About two weeks after the original agreements were entered into, probably toward the end of March, Mr. Berman, for the defendant, and the plaintiffs had some talk to the effect that if the defendant acquired the fee title to the premises a new agreement would be entered into with plaintiffs whereby the leased premises were to be occupied by the plaintiffs upon different terms than those mentioned in the contract of June 25, 1932. It is this conversation out of which the present action arises.

In the lease running from the owners of the fee to the plaintiffs it was provided that the plaintiffs were to have the use of the *100 leased premises for a period of five years from August 1, 1930. The lease contained a clause which permitted the lessors to terminate the same. A brief quotation from the lease is perhaps of value here:

“It is hereby understood and agreed that in case the within described premises are sold or ground-leased for a long term of years or desired for permanent improvement, the lessors [fee owners] shall have the right to terminate this lease at any time by giving at least two months* written notice of intention to terminate this lease.”

If the lease was canceled, under the terms of this agreement, during the first year of its term, the amount to be paid plaintiffs was to be four-fifths of the cost of the improvements; if canceled during the second year, three-fifths; if canceled during the third year, two-fifths; and if terminated during the fourth year, one-fifth of the original cost.

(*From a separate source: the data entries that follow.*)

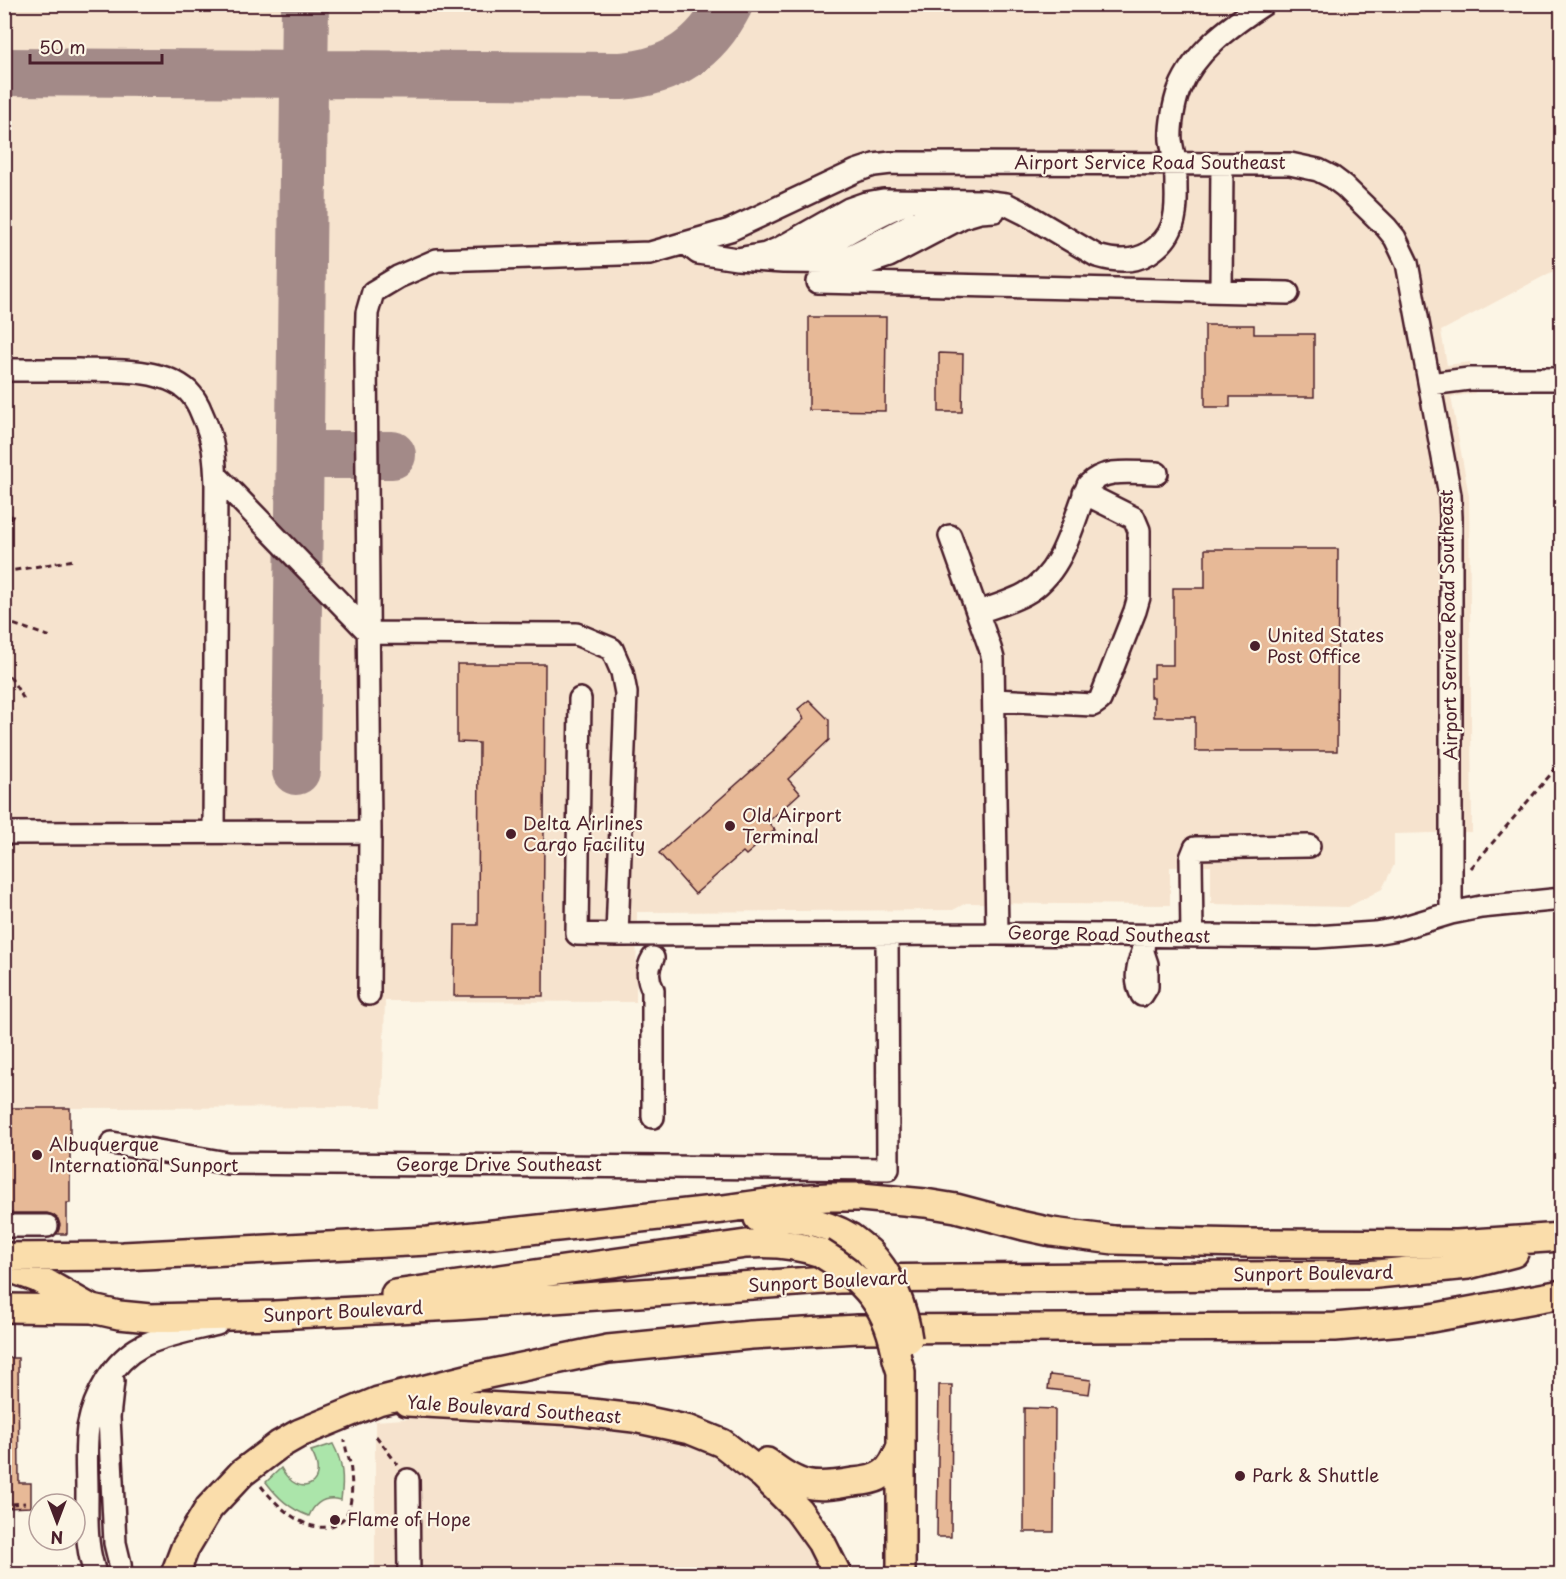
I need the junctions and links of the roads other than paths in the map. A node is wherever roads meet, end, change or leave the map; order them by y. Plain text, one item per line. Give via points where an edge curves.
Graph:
1 (1264, 4) edge
2 (1176, 163) junction
3 (1222, 164) junction
4 (925, 200) junction
5 (982, 201) junction
6 (1024, 213) junction
7 (685, 243) junction
8 (737, 259) junction
9 (783, 262) junction
10 (828, 262) junction
11 (818, 282) dead end
12 (1221, 291) junction
13 (1288, 293) dead end
14 (4, 370) edge
15 (1562, 379) edge
16 (1430, 384) junction
17 (1157, 473) dead end
18 (216, 475) junction
19 (1084, 493) junction
20 (950, 536) dead end
21 (978, 612) junction
22 (369, 633) junction
23 (580, 699) dead end
24 (994, 700) junction
25 (214, 832) junction
26 (370, 832) junction
27 (4, 833) edge
28 (1309, 846) dead end
29 (1562, 899) edge
30 (1451, 903) junction
31 (653, 934) junction
32 (996, 934) junction
33 (617, 935) junction
34 (887, 935) junction
35 (1192, 936) junction
36 (369, 994) dead end
37 (653, 1118) dead end
38 (112, 1143) dead end
39 (723, 1209) junction
40 (4, 1226) edge
41 (47, 1226) dead end
42 (1562, 1238) edge
43 (4, 1257) edge
44 (4, 1266) edge
45 (1562, 1294) edge
46 (4, 1308) edge
47 (92, 1309) junction
48 (283, 1315) junction
49 (902, 1363) junction
50 (117, 1366) junction
51 (378, 1401) junction
52 (722, 1443) junction
53 (901, 1446) junction
54 (403, 1472) road end
55 (95, 1575) edge
56 (121, 1575) edge
57 (175, 1575) edge
58 (409, 1575) edge
59 (837, 1575) edge
60 (901, 1575) edge

1 - 2 street via 1220,36 1189,70 1178,91 1174,111 1171,138
2 - 3 street, Airport Service Road Southeast
2 - 6 street via 1175,219 1155,249 1133,260 1096,256
2 - 7 street, Airport Service Road Southeast via 883,164 856,171 730,230
3 - 12 street
3 - 16 street, Airport Service Road Southeast via 1290,164 1318,170 1344,186 1386,227 1407,263
4 - 5 street
4 - 8 street via 866,203 780,248
4 - 9 street via 892,209 823,248
5 - 6 street via 1006,204
5 - 10 street via 938,211 863,250
6 - 10 street via 980,212 878,260
7 - 8 street via 698,253
7 - 22 street, Airport Service Road Southeast via 650,253 437,260 373,292 367,313 366,357
8 - 9 street
9 - 10 street
11 - 12 street
12 - 13 street
14 - 18 street via 132,371 180,385 198,406 211,434
15 - 16 street via 1469,379
16 - 30 street, Airport Service Road Southeast via 1451,517
17 - 19 street via 1102,474 1094,478
18 - 22 street
18 - 25 street
19 - 21 street via 1062,553 1048,576 1026,594
19 - 24 street via 1134,518 1138,530 1135,611 1100,700 1093,705
20 - 21 street
21 - 24 street via 993,659
22 - 26 street, Airport Service Road Southeast
22 - 33 street via 576,634 612,649 626,693
23 - 33 street, George Road Southeast via 577,934
24 - 32 street
25 - 26 street
25 - 27 street
26 - 36 street, Airport Service Road Southeast
28 - 35 street via 1195,848 1191,858
29 - 30 street, George Road Southeast via 1481,907
30 - 35 street, George Road Southeast via 1398,929 1347,936
31 - 33 street, George Road Southeast
31 - 34 street, George Road Southeast
31 - 37 street via 653,958 648,965 653,990
32 - 34 street, George Road Southeast
32 - 35 street, George Road Southeast via 1143,944
34 - 38 street, George Drive Southeast via 888,1168 228,1163
39 - 42 main road via 828,1197 893,1199 956,1208 1081,1237 1147,1241 1457,1244
39 - 43 main road via 428,1240 123,1256
39 - 49 main road, bridge via 754,1219 773,1217 810,1222 849,1237 869,1252 901,1308 906,1325
40 - 41 street
42 - 48 main road, Sunport Boulevard via 1468,1265 1366,1275 839,1279
44 - 47 main road, Sunport Boulevard via 37,1278
45 - 51 main road via 1426,1319 1335,1327 858,1329 739,1336 608,1349
46 - 47 main road, Sunport Boulevard
47 - 48 main road, Sunport Boulevard via 150,1318
48 - 49 main road, bridge via 352,1300 746,1244 783,1243 821,1252 862,1283 883,1312
48 - 50 street via 216,1324 155,1341 142,1345
49 - 53 main road
50 - 55 street via 93,1410 86,1445 89,1548
50 - 56 street via 109,1417 114,1536
51 - 52 main road, Yale Boulevard Southeast via 575,1411 634,1418 690,1430
51 - 57 main road via 300,1433 242,1473 209,1508 185,1548
52 - 53 main road via 758,1455 795,1482 820,1487 879,1477 891,1467
52 - 59 main road, Yale Boulevard Southeast via 764,1475 798,1510 821,1542
53 - 60 main road
54 - 58 street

Prior to the time of the making of the agreements mentioned plaintiffs had operated their filling station as agents for other oil companies. It is the claim of plaintiffs that defendant was interested in procuring this location for the purpose of enlarging its trade facilities and that this was the motivating cause for bringing about the change of plaintiffs’ former employment to defendant’s service. Plaintiffs had an investment in the leased premises of about $2,500 in the way of buildings and permanent equipment. Under the terms of their lease with the fee owners their future tenure or occupation of the premises was somewhat uncertain and precarious. As stated, towards the end of March, 1932, plaintiff Crosby approached Mr. Berman, representing defendant, on the subject of the defendant acquiring the fee. As this is the foundation for the present action, a rather complete quotation of the testimony may be of value:

Q. “Now, after you had entered into your first agreement with the Crescent Oil Company, did you have any talk with any of the officers of the company in regard to the purchase of the property by the Crescent Oil Company?

*101 A. “Yes, sir. It was just a couple of weeks after we entered into the agreement of March 7.

Q. “And with whom did you have that talk?

A. “Mr. Berman.

Q. “Who Avas it that first suggested that the Crescent Oil Company might buy this property?

A. “I suggested it.
Q. ' “To whom did you make that suggestion ?

Q. “Why was it that you brought up the matter of buying the property or the Crescent Oil Company’s buying the property?

A. “Well, because we had considerable investments there, and they had quite an investment there in pumps and tanks and so forth, and there aves a clause in our lease, 60 days’ cancelation in case of sale, and someone else might have the property, and in that case we would be out.

Q. “You had in mind, then, in bringing up the matter of the possible purchase of this property, the cancelation of the lease that you had Avith the fee OAvners of this property?

A. “Yes.

Q. “Your understanding of that proAdsion Avas that it provided for a cancelation of your lease upon 60 days’ notice in case the fee owners sold the property to someone else?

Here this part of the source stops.